Prompt
Repeat the records below exactly, leaving out every picture.

Data section
# # # # #

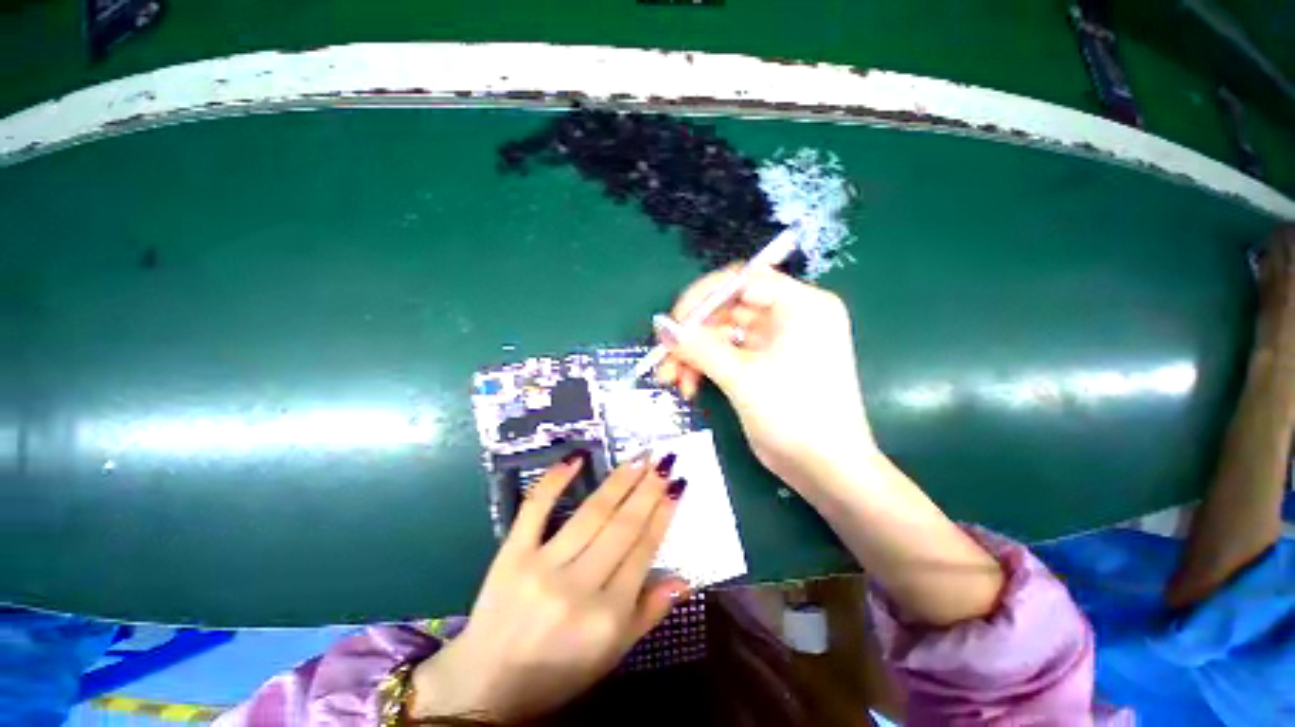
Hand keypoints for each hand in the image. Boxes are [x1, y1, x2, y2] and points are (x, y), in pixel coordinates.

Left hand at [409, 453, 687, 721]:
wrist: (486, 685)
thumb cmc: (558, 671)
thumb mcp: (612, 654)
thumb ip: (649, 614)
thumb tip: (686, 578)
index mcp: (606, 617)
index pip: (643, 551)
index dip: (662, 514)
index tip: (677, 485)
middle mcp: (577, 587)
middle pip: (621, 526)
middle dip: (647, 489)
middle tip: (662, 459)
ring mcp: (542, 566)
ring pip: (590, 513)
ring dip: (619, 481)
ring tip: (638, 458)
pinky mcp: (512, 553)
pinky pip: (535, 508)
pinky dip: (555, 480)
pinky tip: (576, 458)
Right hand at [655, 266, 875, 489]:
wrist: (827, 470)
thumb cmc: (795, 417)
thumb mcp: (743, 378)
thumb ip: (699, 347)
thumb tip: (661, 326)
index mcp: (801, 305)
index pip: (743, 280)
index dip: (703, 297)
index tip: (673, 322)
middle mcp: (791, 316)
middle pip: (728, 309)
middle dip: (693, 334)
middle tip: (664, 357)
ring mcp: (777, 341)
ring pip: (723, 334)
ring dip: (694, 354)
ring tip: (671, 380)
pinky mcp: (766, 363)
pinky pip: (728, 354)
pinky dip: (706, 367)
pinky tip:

# # # # #

Output for this task
Hand keypoints for each hand in the image. Boxes are [x1, y1, x2, y2] and points are (x, y), in pixel coordinates.

Left hand at [409, 453, 687, 721]:
wrist: (486, 685)
thumb cmc: (558, 671)
thumb mcp: (612, 654)
thumb ip: (649, 614)
thumb tip: (686, 578)
index mcp: (606, 617)
index pip: (643, 551)
index dip: (662, 514)
index tip: (677, 485)
middle mcp: (577, 587)
middle pip: (621, 526)
middle dip: (647, 489)
middle tip: (662, 459)
ring mcp: (542, 566)
ring pip: (590, 513)
ring dip: (619, 481)
ring tip: (638, 458)
pinky mcp: (512, 553)
pinky pip: (535, 508)
pinky dip: (555, 480)
pinky tip: (576, 458)
Right hand at [655, 266, 875, 489]:
wrist: (827, 470)
thumb cmc: (795, 417)
thumb mcp: (743, 378)
thumb ip: (699, 347)
thumb tip: (661, 326)
index mcp: (801, 305)
index pip: (743, 280)
index dip: (703, 297)
index tip: (673, 322)
middle mcp: (791, 316)
middle pip: (728, 309)
middle dip: (693, 334)
middle tip: (664, 357)
ring mcp: (777, 341)
ring pip: (723, 334)
ring dip: (694, 354)
ring tip: (671, 380)
pinky mcp: (766, 363)
pinky pip: (728, 354)
pinky dip: (706, 367)
pinky tip:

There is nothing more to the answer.